The bright red taco truck was short-lived; it was harder to stock and estimate the amount of fresh ingredients needed.
“It was so much waste,” said Heather. “With tacos, there’s the tomato, the lettuce… every day, if we don’t use it, you’re just throwing it away.”
In the beginning, too, they booked events without knowing the number of attendees. Dan said that some of those early days were “devastating,” when they were “not coming close to breaking even.” But he called the experience “eye-opening,” too.
“It’s how we learned. … Working it ourselves, going to the better events… and then getting rid of all the ones that aren’t, you know. And that’s taken years to tweak just the calendar.”

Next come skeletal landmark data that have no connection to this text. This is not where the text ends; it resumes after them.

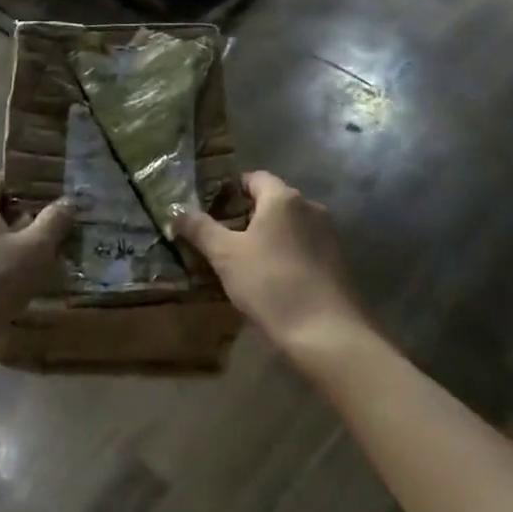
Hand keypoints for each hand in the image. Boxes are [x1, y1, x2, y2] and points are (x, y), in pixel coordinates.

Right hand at [172, 171, 365, 358]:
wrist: (327, 334)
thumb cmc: (271, 284)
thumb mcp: (226, 256)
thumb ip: (200, 229)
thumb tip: (175, 210)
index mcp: (283, 198)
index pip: (253, 178)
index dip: (230, 190)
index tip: (210, 209)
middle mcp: (310, 207)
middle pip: (272, 202)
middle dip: (246, 216)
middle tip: (221, 238)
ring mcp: (328, 235)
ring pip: (289, 227)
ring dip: (268, 238)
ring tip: (243, 262)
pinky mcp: (337, 262)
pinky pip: (303, 248)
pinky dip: (286, 255)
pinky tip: (271, 280)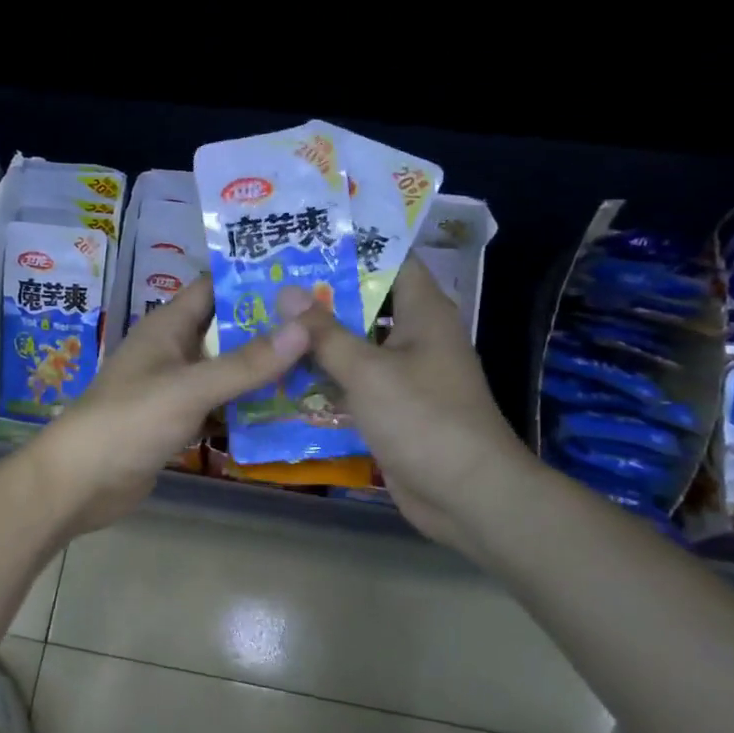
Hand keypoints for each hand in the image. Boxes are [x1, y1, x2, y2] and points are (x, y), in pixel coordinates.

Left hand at [34, 277, 310, 533]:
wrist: (81, 482)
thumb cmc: (131, 420)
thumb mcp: (191, 387)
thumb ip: (246, 362)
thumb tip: (304, 327)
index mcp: (167, 326)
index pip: (214, 287)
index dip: (253, 280)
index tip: (305, 280)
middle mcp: (172, 350)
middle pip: (226, 330)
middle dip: (269, 329)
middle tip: (325, 328)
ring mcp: (174, 388)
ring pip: (225, 371)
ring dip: (262, 372)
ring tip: (318, 366)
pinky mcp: (176, 421)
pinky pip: (218, 406)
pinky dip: (245, 409)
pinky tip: (285, 413)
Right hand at [279, 257, 530, 549]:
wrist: (467, 494)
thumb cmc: (423, 417)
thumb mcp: (367, 370)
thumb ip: (324, 333)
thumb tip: (286, 292)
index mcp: (424, 312)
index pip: (392, 260)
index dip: (353, 245)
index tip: (307, 238)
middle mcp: (417, 336)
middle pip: (367, 303)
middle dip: (322, 295)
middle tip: (270, 281)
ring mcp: (406, 375)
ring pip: (356, 346)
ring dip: (318, 340)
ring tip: (266, 322)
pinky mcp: (393, 409)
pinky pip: (355, 383)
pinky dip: (326, 379)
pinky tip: (283, 375)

With a home base of Rapid River, the Grateful Cheese travels around the central and eastern U.P., but their biggest events are in Wisconsin. They belong to the Green Bay Food Truck Coalition and the Fox Valley Food Truck Coalition. For a few years, they’ve been going to Blaser’s Acres, a popular pumpkin patch in Green Bay, and this year, they’ve even been going to the home of the Packers themselves.

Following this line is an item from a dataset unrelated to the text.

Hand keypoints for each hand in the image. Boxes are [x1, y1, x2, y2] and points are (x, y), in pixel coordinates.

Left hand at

“A couple weeks ago, we started doing the Green Bay Packers summer training camp … feeding all the people at Lambeau Field,” Dan said. He stated proudly that the Grateful Cheese will be attending the NFL kickoff concert that features the Counting Crows in the Lambeau Field parking lot on Sept. 14.
The custom food truck has an exceptional amount of fridge space, so running out of cheese even on the busiest days hasn’t been a worry.

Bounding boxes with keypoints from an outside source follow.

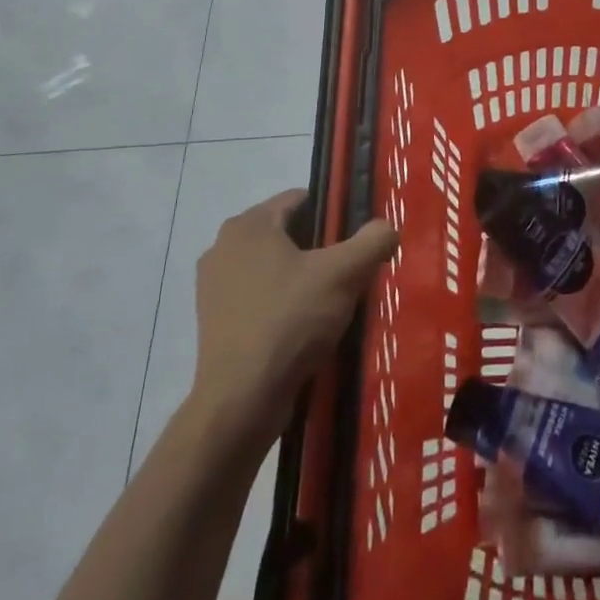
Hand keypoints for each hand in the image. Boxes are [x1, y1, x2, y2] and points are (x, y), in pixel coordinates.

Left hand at [191, 189, 397, 441]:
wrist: (242, 399)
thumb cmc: (290, 320)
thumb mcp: (344, 274)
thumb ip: (372, 241)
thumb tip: (387, 227)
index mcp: (248, 225)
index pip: (300, 199)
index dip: (333, 215)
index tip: (356, 240)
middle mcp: (223, 247)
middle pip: (287, 234)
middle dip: (319, 249)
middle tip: (349, 273)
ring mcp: (213, 286)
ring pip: (273, 268)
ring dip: (301, 279)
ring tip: (331, 303)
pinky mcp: (213, 321)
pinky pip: (259, 297)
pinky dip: (282, 304)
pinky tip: (305, 328)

“At the Fourth of July and stuff, we’re able to hold so much food so we can just keep going. As long as our bodies can keep going, we can just keep putting out food,” Dan said.
They do make more than just grilled cheese, however. Dan said without hesitation that their steak sandwich is the most popular item: “We get really good steak — we get top sirloin, and we get that sliced thin; we put real cheese on.”
Their french fries and cheese curds move well, too.
Though the menu started off with many items, Dan pointed out that a lot of food trucks have only six to eight, so they’ve since whittled it down to now just the best-sellers. And the offerings flex a little; Heather said they don’t offer smashburgers during the busiest events because of the time they take to make.
Having found the rhythm to overcome the touch of grey that rippled through their earliest days, the Lewises’ food truck has made many customers happy.
“If we weren’t on wheels, we would have went out of business a couple times for sure,” said Dan. “But being able to move around and go where there’s events — it makes all the difference.”
Now, with so many roads open to them, the Grateful Cheese will keep truckin’.